■ **Work order**
Transcribe the full listing below, word for word, without pictures.
====== Data provided ======
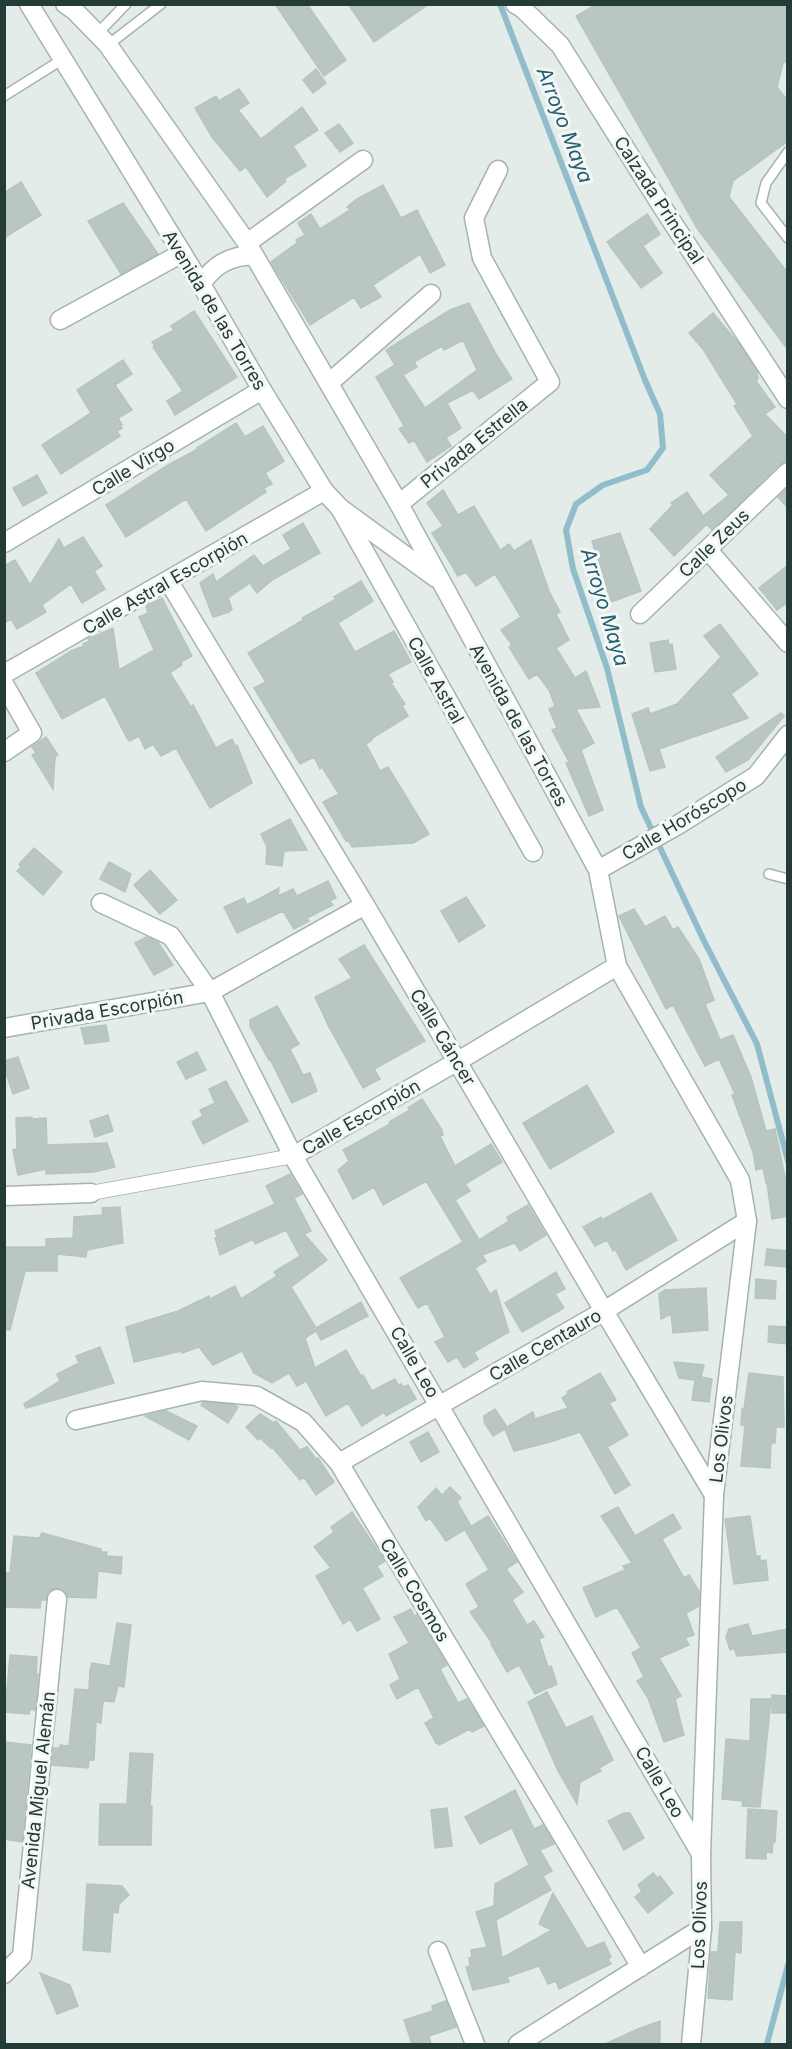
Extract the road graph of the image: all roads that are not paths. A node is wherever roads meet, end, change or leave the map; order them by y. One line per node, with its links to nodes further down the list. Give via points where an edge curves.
1 (29, 4): 7 (street, Avenida de las Torres)
2 (65, 4): 6 (street, Avenida de las Torres)
3 (126, 4): 6 (lane)
4 (160, 4): 6 (lane)
5 (519, 6): 20 (street, Calzada Principal, via 560,45)
6 (103, 39): 13 (street, Avenida de las Torres)
7 (63, 59): 8 (lane); 14 (street, Avenida de las Torres)
8 (4, 96)
9 (788, 152): 12 (lane, via 766,183 761,203)
10 (363, 160): 13 (street)
11 (498, 170): 23 (street, Privada Estrella, via 474,218 482,258 550,382)
12 (788, 238)
13 (251, 249): 15 (street, via 224,261); 18 (street, Avenida de las Torres)
14 (182, 253): 15 (street, Avenida de las Torres); 17 (street)
15 (201, 284): 19 (street, Avenida de las Torres)
16 (431, 294): 18 (street)
17 (60, 320)
18 (329, 383): 23 (street, Avenida de las Torres)
19 (262, 390): 22 (street, Avenida de las Torres); 25 (street, Calle Virgo)
20 (788, 399)
21 (788, 472): 26 (street, Calle Zeus)
22 (324, 491): 24 (street, Avenida de las Torres); 28 (street, Calle Astral Escorpión)
23 (399, 504): 27 (street, Avenida de las Torres)
24 (340, 508): 27 (street, Avenida de las Torres); 35 (street, Calle Astral)
25 (4, 543)
26 (708, 550): 29 (street, Calle Zeus); 30 (street)
27 (439, 581): 36 (street, Avenida de las Torres)
28 (169, 582): 31 (street, Calle Astral Escorpión); 40 (street, Calle Cáncer)
29 (640, 614)
30 (788, 643)
31 (4, 674)
32 (4, 684): 34 (street, via 32,734)
33 (788, 735): 36 (street, Calle Horóscopo, via 756,776)
34 (4, 752)
35 (532, 852)
36 (598, 870): 41 (street, Los Olivos)
37 (769, 874): 38 (lane)
38 (788, 879)
39 (101, 903): 42 (street, Calle Leo, via 171,936)
40 (365, 905): 42 (street); 44 (street, Calle Cáncer)
41 (617, 966): 44 (street, Calle Escorpión); 48 (street, Los Olivos, via 740,1180)
42 (210, 992): 43 (street, Privada Escorpión); 45 (street, Calle Leo)
43 (4, 1028)
44 (458, 1061): 45 (street, Calle Escorpión); 49 (street, Calle Cáncer)
45 (293, 1156): 46 (street, Calle Escorpión); 50 (street, Calle Leo)
46 (91, 1193): 47 (street, Calle Escorpión)
47 (4, 1196)
48 (747, 1221): 49 (street, Calle Centauro); 53 (street, Los Olivos)
49 (604, 1311): 50 (street, Calle Centauro); 53 (street, Calle Cáncer)
50 (440, 1406): 52 (street, Calle Centauro); 55 (street, Calle Leo)
51 (76, 1420): 52 (street, Calle Cosmos, via 202,1391 257,1396 303,1422)
52 (339, 1463): 58 (street, Calle Cosmos)
53 (714, 1495): 55 (street, Los Olivos)
54 (57, 1599): 59 (street, Avenida Miguel Alemán, via 22,1956)
55 (701, 1854): 56 (street, Los Olivos)
56 (702, 1928): 58 (street); 62 (street, Los Olivos)
57 (438, 1951): 60 (street)
58 (641, 1967): 61 (street)
59 (4, 1974)
60 (475, 2044)
61 (518, 2044)
62 (691, 2044)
======
■ **Reply to the task**
Extract the road graph of the image: all roads that are not paths. A node is wherever roads meet, end, change or leave the map; order them by y. One line per node, with its links to nodes further down the list. Give via points where an edge curves.
1 (29, 4): 7 (street, Avenida de las Torres)
2 (65, 4): 6 (street, Avenida de las Torres)
3 (126, 4): 6 (lane)
4 (160, 4): 6 (lane)
5 (519, 6): 20 (street, Calzada Principal, via 560,45)
6 (103, 39): 13 (street, Avenida de las Torres)
7 (63, 59): 8 (lane); 14 (street, Avenida de las Torres)
8 (4, 96)
9 (788, 152): 12 (lane, via 766,183 761,203)
10 (363, 160): 13 (street)
11 (498, 170): 23 (street, Privada Estrella, via 474,218 482,258 550,382)
12 (788, 238)
13 (251, 249): 15 (street, via 224,261); 18 (street, Avenida de las Torres)
14 (182, 253): 15 (street, Avenida de las Torres); 17 (street)
15 (201, 284): 19 (street, Avenida de las Torres)
16 (431, 294): 18 (street)
17 (60, 320)
18 (329, 383): 23 (street, Avenida de las Torres)
19 (262, 390): 22 (street, Avenida de las Torres); 25 (street, Calle Virgo)
20 (788, 399)
21 (788, 472): 26 (street, Calle Zeus)
22 (324, 491): 24 (street, Avenida de las Torres); 28 (street, Calle Astral Escorpión)
23 (399, 504): 27 (street, Avenida de las Torres)
24 (340, 508): 27 (street, Avenida de las Torres); 35 (street, Calle Astral)
25 (4, 543)
26 (708, 550): 29 (street, Calle Zeus); 30 (street)
27 (439, 581): 36 (street, Avenida de las Torres)
28 (169, 582): 31 (street, Calle Astral Escorpión); 40 (street, Calle Cáncer)
29 (640, 614)
30 (788, 643)
31 (4, 674)
32 (4, 684): 34 (street, via 32,734)
33 (788, 735): 36 (street, Calle Horóscopo, via 756,776)
34 (4, 752)
35 (532, 852)
36 (598, 870): 41 (street, Los Olivos)
37 (769, 874): 38 (lane)
38 (788, 879)
39 (101, 903): 42 (street, Calle Leo, via 171,936)
40 (365, 905): 42 (street); 44 (street, Calle Cáncer)
41 (617, 966): 44 (street, Calle Escorpión); 48 (street, Los Olivos, via 740,1180)
42 (210, 992): 43 (street, Privada Escorpión); 45 (street, Calle Leo)
43 (4, 1028)
44 (458, 1061): 45 (street, Calle Escorpión); 49 (street, Calle Cáncer)
45 (293, 1156): 46 (street, Calle Escorpión); 50 (street, Calle Leo)
46 (91, 1193): 47 (street, Calle Escorpión)
47 (4, 1196)
48 (747, 1221): 49 (street, Calle Centauro); 53 (street, Los Olivos)
49 (604, 1311): 50 (street, Calle Centauro); 53 (street, Calle Cáncer)
50 (440, 1406): 52 (street, Calle Centauro); 55 (street, Calle Leo)
51 (76, 1420): 52 (street, Calle Cosmos, via 202,1391 257,1396 303,1422)
52 (339, 1463): 58 (street, Calle Cosmos)
53 (714, 1495): 55 (street, Los Olivos)
54 (57, 1599): 59 (street, Avenida Miguel Alemán, via 22,1956)
55 (701, 1854): 56 (street, Los Olivos)
56 (702, 1928): 58 (street); 62 (street, Los Olivos)
57 (438, 1951): 60 (street)
58 (641, 1967): 61 (street)
59 (4, 1974)
60 (475, 2044)
61 (518, 2044)
62 (691, 2044)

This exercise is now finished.